Function(s):
Glaucoma is an eye disease with high prevalence globally, and especially common among the elderly. However, due to the lack of early symptoms and long waiting hours in hospitals, patients are often not aware of this disease, causing them to miss the prime time of treating glaucoma. To help protect people’s eyesight from glaucoma, it is a must to speed up the diagnosis process of glaucoma without adding immense stress on the medical system. With this aim in mind, we have created OptiScan, an AI system that detects glaucoma by analysing retinal images, which can be used for glaucoma screening.
OptiScan is trained in Colab, with Tensorflow and PyTorch as the dataset’s library. In a pre-trained ResNet-50 model, we imported a dataset containing 2333 images, which are retinal images of glaucoma patients and normal people. 80% of the dataset was used for training, while the remaining were used to validate the system. After validation, an accuracy of 88.2% was obtained.
By using OptiScan as an early screening test to spot potential glaucoma patients before conducting time consuming eye check-ups, we can deal with the difficulties of glaucoma detection efficiently. Firstly, our test can be completed quickly as long as one has obtained their retinal image, therefore helping to raise the willingness of people to check their eye condition regularly. Secondly, as OptiScan doesn’t require professionals to analyse the retinal images, it is not affected by the shortage of medical resources, meaning that it can maintain fast and efficient screening at any time. Medicine resources can then be prioritised to people who have been tested as glaucoma patients, ensuring that the limited medical resources can be properly allocated according to people’s needs, so that patients can be diagnosed and receive treatment as soon as possible.

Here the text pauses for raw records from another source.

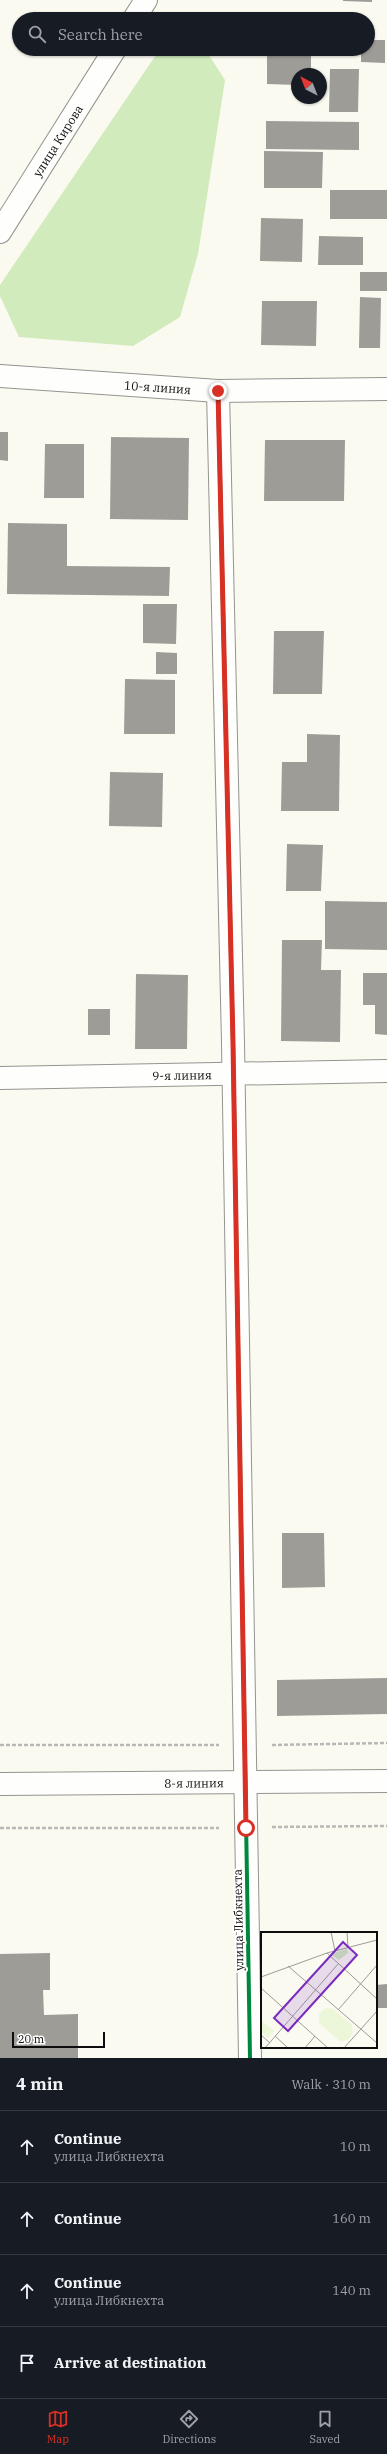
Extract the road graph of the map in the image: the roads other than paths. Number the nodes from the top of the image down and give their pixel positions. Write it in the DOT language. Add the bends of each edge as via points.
graph roads {
  1 [pos="146,0"];
  2 [pos="138,12"];
  3 [pos="111,56"];
  4 [pos="0,232"];
  5 [pos="0,376"];
  6 [pos="387,390"];
  7 [pos="218,391"];
  8 [pos="387,1071"];
  9 [pos="233,1074"];
  10 [pos="0,1078"];
  11 [pos="387,1781"];
  12 [pos="245,1783"];
  13 [pos="0,1784"];
  14 [pos="250,2058"];
  1 -- 2 [label="street"];
  3 -- 4 [label="street, улица Кирова"];
  5 -- 7 [label="street, 10-я линия"];
  6 -- 7 [label="street, 10-я линия"];
  7 -- 9 [label="street, улица Либкнехта"];
  8 -- 9 [label="street, 9-я линия"];
  9 -- 10 [label="street, 9-я линия"];
  9 -- 12 [label="street, улица Либкнехта"];
  11 -- 12 [label="street, 8-я линия"];
  12 -- 13 [label="street, 8-я линия"];
  12 -- 14 [label="street, улица Либкнехта"];
}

With simple, fast operation steps and easily readable results with no complicated wordings, OptiScan is particularly useful for the elderly who may initially be unwilling to receive eye check-ups to avoid the hassle.
Our system’s future potentials include converting it into a phone application, as well as inputting more types of datasets to train the system for more eye diseases. In the future when taking retinal images with phone camera has become more widely used, OptiScan can even be used at home, further improving its accessibility to allow everyone to use it conveniently.